> **Your objective**:
For this exercise, output the line holding "index dip: (422, 381)" and all subsequent lines of the entries below, unchanged, up to and including the last.

══ Information shown

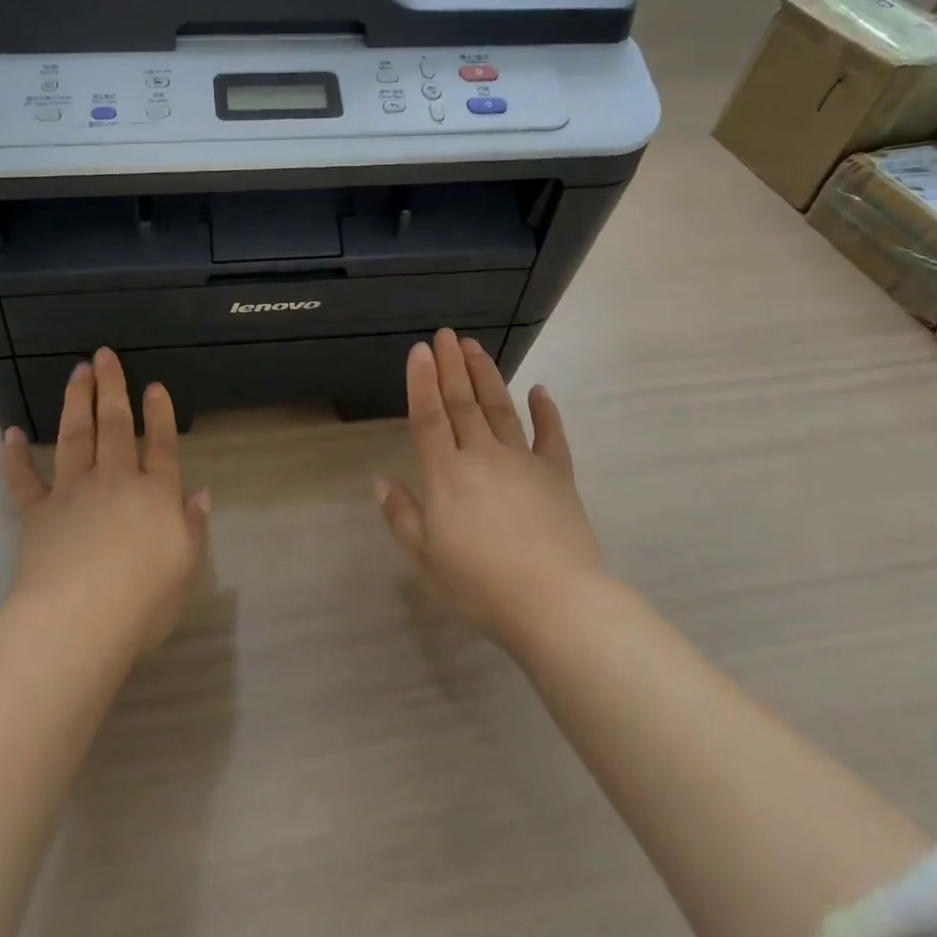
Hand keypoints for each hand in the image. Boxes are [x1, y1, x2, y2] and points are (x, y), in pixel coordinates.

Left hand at [0, 349, 209, 657]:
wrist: (78, 621)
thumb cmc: (142, 601)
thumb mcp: (185, 566)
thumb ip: (193, 525)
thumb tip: (200, 492)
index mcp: (154, 493)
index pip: (161, 445)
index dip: (160, 414)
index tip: (154, 385)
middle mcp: (115, 480)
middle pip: (115, 426)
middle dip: (112, 388)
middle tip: (104, 355)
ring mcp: (73, 492)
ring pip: (75, 436)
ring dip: (77, 401)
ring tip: (77, 371)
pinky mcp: (36, 513)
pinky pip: (23, 479)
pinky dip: (14, 456)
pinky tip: (9, 432)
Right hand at [376, 329, 603, 648]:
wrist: (556, 602)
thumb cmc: (481, 585)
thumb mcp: (426, 558)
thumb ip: (402, 516)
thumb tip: (379, 482)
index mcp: (446, 474)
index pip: (429, 416)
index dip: (422, 381)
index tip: (420, 349)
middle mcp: (481, 455)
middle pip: (463, 402)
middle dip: (452, 365)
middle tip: (446, 333)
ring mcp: (522, 461)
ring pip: (500, 407)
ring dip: (486, 375)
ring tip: (475, 347)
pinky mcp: (556, 474)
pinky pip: (550, 435)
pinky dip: (546, 410)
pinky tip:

════

> **Reply**:
index dip: (422, 381)
index tip: (420, 349)
middle mcp: (481, 455)
middle pip: (463, 402)
middle dip: (452, 365)
middle tip: (446, 333)
ring mcp: (522, 461)
ring pip: (500, 407)
ring dip: (486, 375)
ring tip: (475, 347)
pinky mcp: (556, 474)
pinky pip: (550, 435)
pinky dip: (546, 410)
pinky tip:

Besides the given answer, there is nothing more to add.